Every year, hope springs eternal at the NFL Draft, as fans imagine better days ahead after drafting a soon-to-be superstar in the NFL Draft. However, despite the months (years?) of in-depth analysis (which seems to justify the employment of more and more “experts” on ESPN), how can you be sure that your pick will excel rather than flop? Is Georgia’s Matt Stafford the answer or a mistake?
According to a recent study, relying too heavily on the NFL combines is a recipe for disaster.

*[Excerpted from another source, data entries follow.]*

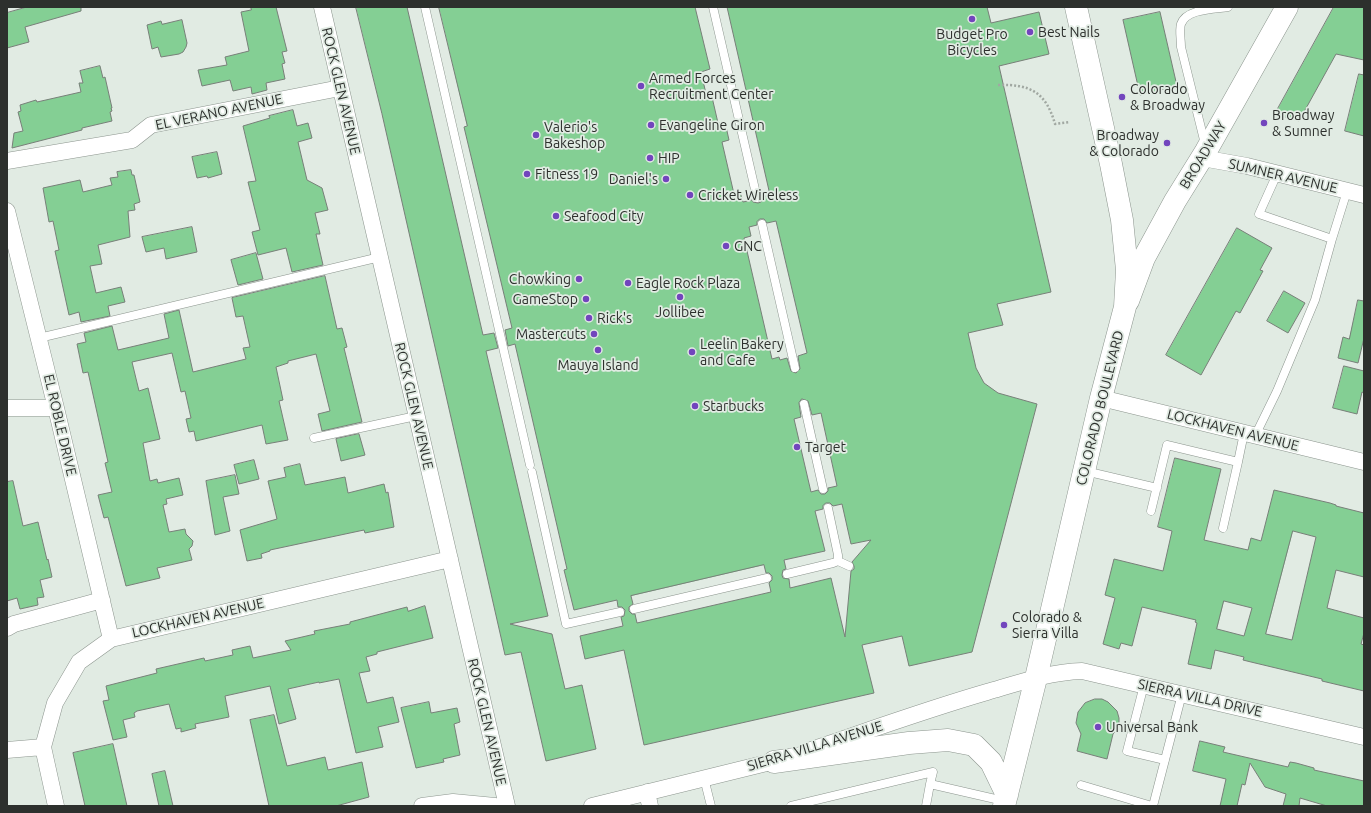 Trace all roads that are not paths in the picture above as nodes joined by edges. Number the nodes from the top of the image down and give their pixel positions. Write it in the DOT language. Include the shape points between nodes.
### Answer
graph roads {
  1 [pos="322,7"];
  2 [pos="425,7"];
  3 [pos="713,7"];
  4 [pos="1076,7"];
  5 [pos="1228,7"];
  6 [pos="1287,7"];
  7 [pos="340,88"];
  8 [pos="1204,155"];
  9 [pos="7,161"];
  10 [pos="1277,174"];
  11 [pos="1347,191"];
  12 [pos="1364,195"];
  13 [pos="757,198"];
  14 [pos="7,211"];
  15 [pos="762,224"];
  16 [pos="1332,239"];
  17 [pos="380,257"];
  18 [pos="1125,307"];
  19 [pos="39,338"];
  20 [pos="795,368"];
  21 [pos="1101,398"];
  22 [pos="804,404"];
  23 [pos="7,408"];
  24 [pos="56,408"];
  25 [pos="416,416"];
  26 [pos="1250,434"];
  27 [pos="314,438"];
  28 [pos="1238,462"];
  29 [pos="1364,462"];
  30 [pos="1084,471"];
  31 [pos="1157,488"];
  32 [pos="823,489"];
  33 [pos="828,508"];
  34 [pos="1151,511"];
  35 [pos="1223,528"];
  36 [pos="450,559"];
  37 [pos="838,561"];
  38 [pos="849,566"];
  39 [pos="787,574"];
  40 [pos="767,578"];
  41 [pos="102,600"];
  42 [pos="634,609"];
  43 [pos="620,612"];
  44 [pos="7,628"];
  45 [pos="111,639"];
  46 [pos="1036,678"];
  47 [pos="1144,685"];
  48 [pos="1182,694"];
  49 [pos="1364,737"];
  50 [pos="43,747"];
  51 [pos="7,750"];
  52 [pos="1166,760"];
  53 [pos="774,762"];
  54 [pos="704,778"];
  55 [pos="930,784"];
  56 [pos="1081,785"];
  57 [pos="649,799"];
  58 [pos="1005,801"];
  59 [pos="56,806"];
  60 [pos="422,806"];
  61 [pos="495,806"];
  62 [pos="507,806"];
  63 [pos="592,806"];
  64 [pos="711,806"];
  65 [pos="790,806"];
  66 [pos="926,806"];
  67 [pos="1152,806"];
  1 -- 7 [label="street, ROCK GLEN AVENUE"];
  2 -- 43 [label="lane" via="566,624"];
  3 -- 13 [label="lane"];
  4 -- 18 [label="main road, COLORADO BOULEVARD" via="1122,220 1127,270"];
  5 -- 8 [label="lane" via="1190,14 1182,23 1180,34"];
  6 -- 8 [label="main road, BROADWAY"];
  7 -- 9 [label="street, EL VERANO AVENUE" via="151,125 132,140"];
  7 -- 17 [label="street, ROCK GLEN AVENUE"];
  8 -- 10 [label="street, SUMNER AVENUE"];
  8 -- 18 [label="main road, BROADWAY" via="1144,258"];
  10 -- 11 [label="street, SUMNER AVENUE"];
  10 -- 16 [label="lane" via="1259,214"];
  11 -- 12 [label="street, SUMNER AVENUE"];
  11 -- 16 [label="lane"];
  14 -- 19 [label="street, EL ROBLE DRIVE"];
  15 -- 20 [label="lane"];
  16 -- 26 [label="lane" via="1315,300 1277,391"];
  17 -- 19 [label="lane"];
  17 -- 25 [label="street, ROCK GLEN AVENUE"];
  18 -- 21 [label="main road, COLORADO BOULEVARD"];
  19 -- 24 [label="street, EL ROBLE DRIVE"];
  21 -- 26 [label="street, LOCKHAVEN AVENUE"];
  21 -- 30 [label="main road, COLORADO BOULEVARD"];
  22 -- 32 [label="lane"];
  23 -- 24 [label="street"];
  24 -- 41 [label="street, EL ROBLE DRIVE"];
  25 -- 27 [label="lane"];
  25 -- 36 [label="street, ROCK GLEN AVENUE"];
  26 -- 28 [label="lane"];
  26 -- 29 [label="street, LOCKHAVEN AVENUE"];
  28 -- 31 [label="lane" via="1167,445"];
  28 -- 35 [label="lane"];
  30 -- 31 [label="lane"];
  30 -- 46 [label="main road, COLORADO BOULEVARD"];
  31 -- 34 [label="lane"];
  33 -- 37 [label="lane"];
  36 -- 45 [label="street, LOCKHAVEN AVENUE"];
  36 -- 62 [label="street, ROCK GLEN AVENUE"];
  37 -- 38 [label="lane"];
  37 -- 39 [label="lane"];
  40 -- 42 [label="lane"];
  41 -- 44 [label="street"];
  41 -- 45 [label="street, EL ROBLE DRIVE"];
  45 -- 50 [label="street, LOCKHAVEN AVENUE" via="80,662 55,703"];
  46 -- 47 [label="street, SIERRA VILLA DRIVE" via="1064,671 1082,671"];
  46 -- 53 [label="street, SIERRA VILLA AVENUE" via="892,722"];
  46 -- 58 [label="main road, COLORADO BOULEVARD"];
  47 -- 48 [label="street, SIERRA VILLA DRIVE"];
  47 -- 52 [label="lane" via="1126,751"];
  48 -- 49 [label="street, SIERRA VILLA DRIVE"];
  48 -- 52 [label="lane"];
  50 -- 51 [label="street"];
  50 -- 59 [label="street"];
  52 -- 67 [label="lane"];
  53 -- 54 [label="street, SIERRA VILLA AVENUE"];
  53 -- 58 [label="main road" via="948,740 974,745 991,762"];
  54 -- 57 [label="street, SIERRA VILLA AVENUE"];
  54 -- 64 [label="lane"];
  55 -- 58 [label="lane"];
  55 -- 65 [label="lane" via="933,772"];
  55 -- 66 [label="lane"];
  56 -- 67 [label="lane"];
  57 -- 63 [label="street, SIERRA VILLA AVENUE"];
  60 -- 61 [label="street" via="453,802"];
}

Frank Kuzmits and Arthur Adams, professors at the University of Louisville, evaluated more than 300 quarterbacks, running backs and wide receivers drafted over six seasons from 1999-2004…These three skill positions were chosen as they have distinct performance statistics that can be tracked…No significant link was found between combine performance and NFL success, except between 40-yard dash times and running backs. Interestingly, even the Wonderlic aptitude test did not predict NFL achievement, even though a skill position like quarterback requires a decent amount of cognitive talent…This research showed that good or bad performance in the combine is not related to good or bad performance on the field.
However, the researchers did cite other studies which showed two traits to be related to future success:
Kuzmits and Adams cite other studies that show a player’s level of self-confidence and anxiety management to be strong clues to their future accomplishments.
Rather than concentrate on physical tests like the vertical jump or shuttle runs, basketball players should focus on developing their self-confidence and anxiety management skills. This is not to say that physical skills or characteristics are unimportant: instead, at any level, especially as one moves to higher and higher levels, the physical characteristics balance out and mental skills often separate the most successful players from their peers.